**WORK TO BE COMPLETED**. Scan the material below for lines with the word "Moussa" and report how many there are, with nothing added.

---+---

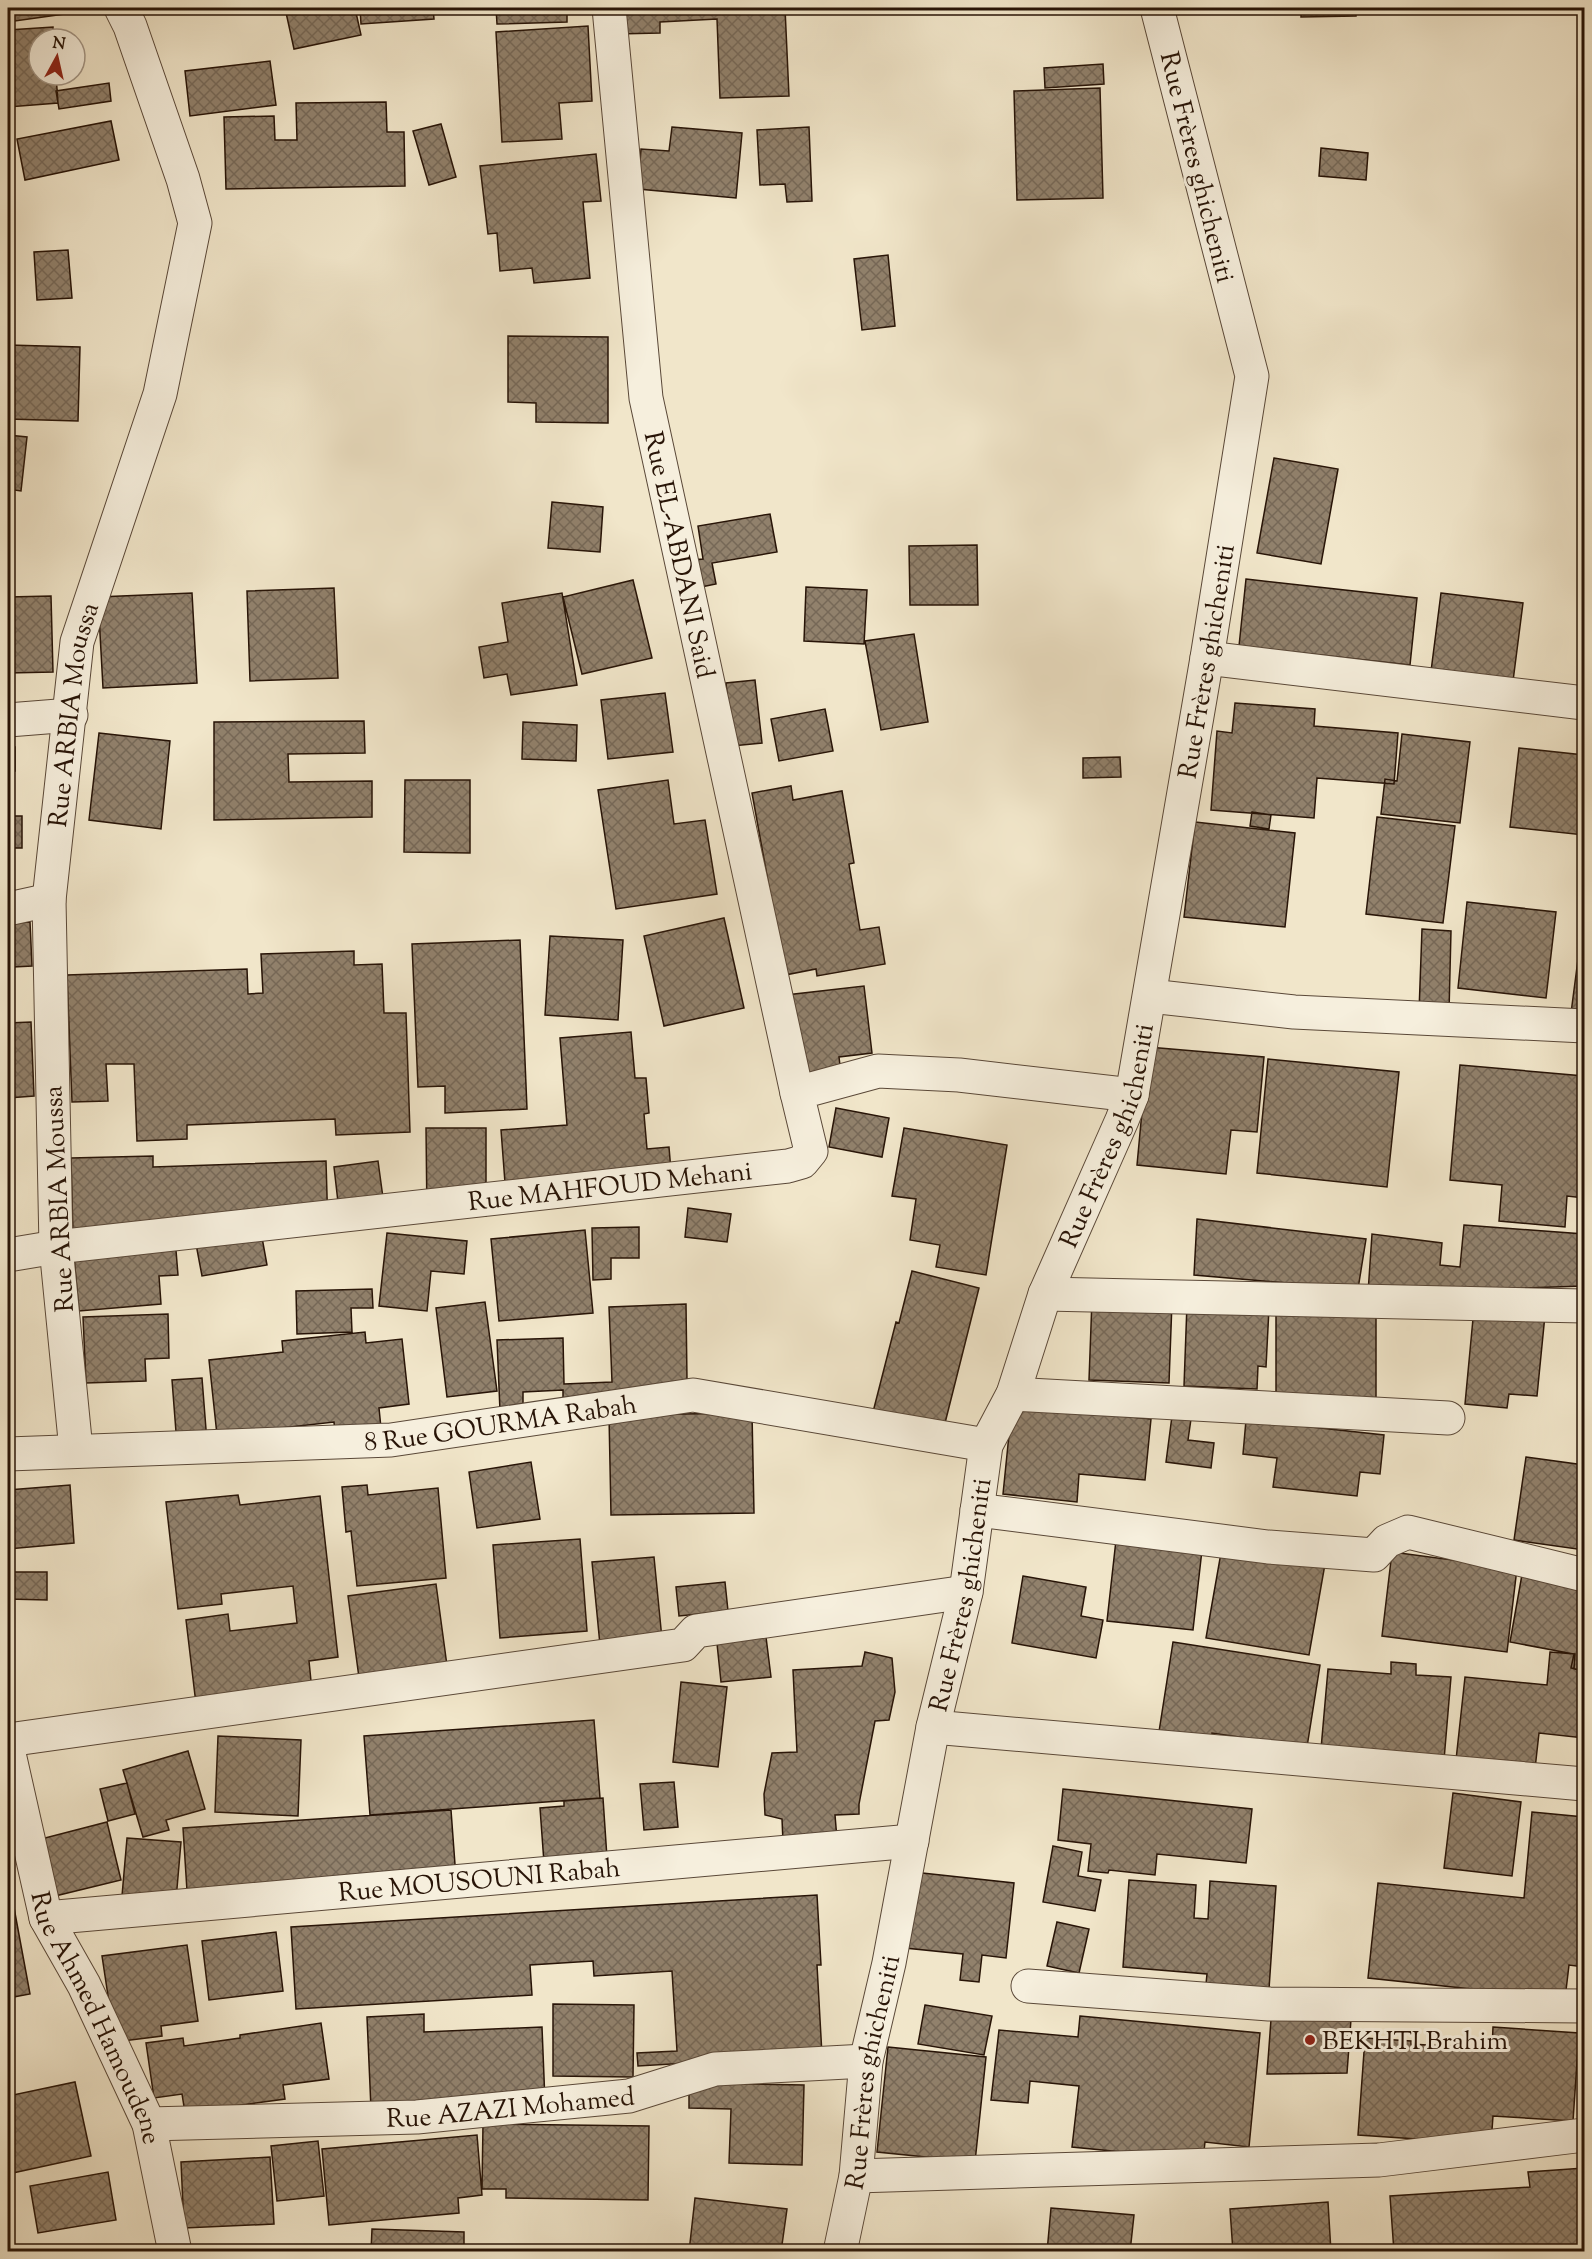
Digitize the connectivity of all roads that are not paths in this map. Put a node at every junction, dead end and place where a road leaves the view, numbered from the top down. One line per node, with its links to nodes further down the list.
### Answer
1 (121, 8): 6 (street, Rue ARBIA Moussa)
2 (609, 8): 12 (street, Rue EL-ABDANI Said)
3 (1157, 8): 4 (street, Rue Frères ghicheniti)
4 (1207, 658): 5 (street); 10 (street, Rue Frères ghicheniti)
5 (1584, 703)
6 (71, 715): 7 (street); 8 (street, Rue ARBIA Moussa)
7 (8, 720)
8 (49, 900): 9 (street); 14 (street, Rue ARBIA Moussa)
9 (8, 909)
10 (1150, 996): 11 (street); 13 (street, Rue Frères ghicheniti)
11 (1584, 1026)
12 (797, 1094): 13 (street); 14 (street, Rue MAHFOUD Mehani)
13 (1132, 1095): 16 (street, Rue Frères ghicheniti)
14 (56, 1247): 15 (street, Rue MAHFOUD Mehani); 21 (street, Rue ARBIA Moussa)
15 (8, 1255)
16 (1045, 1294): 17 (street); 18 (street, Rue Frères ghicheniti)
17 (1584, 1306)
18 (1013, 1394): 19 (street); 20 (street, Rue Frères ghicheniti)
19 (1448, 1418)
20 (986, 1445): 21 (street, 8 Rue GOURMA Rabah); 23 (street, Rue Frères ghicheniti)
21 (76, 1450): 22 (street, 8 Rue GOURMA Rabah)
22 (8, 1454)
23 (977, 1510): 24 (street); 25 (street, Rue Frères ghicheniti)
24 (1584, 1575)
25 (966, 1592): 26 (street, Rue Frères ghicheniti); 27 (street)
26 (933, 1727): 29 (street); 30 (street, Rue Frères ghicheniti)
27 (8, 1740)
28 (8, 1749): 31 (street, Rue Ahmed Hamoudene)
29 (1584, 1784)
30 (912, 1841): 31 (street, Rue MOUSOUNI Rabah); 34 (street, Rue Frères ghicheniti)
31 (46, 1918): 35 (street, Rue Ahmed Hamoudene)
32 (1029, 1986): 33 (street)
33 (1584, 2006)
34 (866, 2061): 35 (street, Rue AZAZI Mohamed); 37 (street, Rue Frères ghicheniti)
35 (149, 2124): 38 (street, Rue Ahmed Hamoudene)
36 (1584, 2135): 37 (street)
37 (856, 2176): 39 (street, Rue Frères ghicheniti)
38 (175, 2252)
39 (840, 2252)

---+---

**SOLUTION TO THE PROBLEM**. 4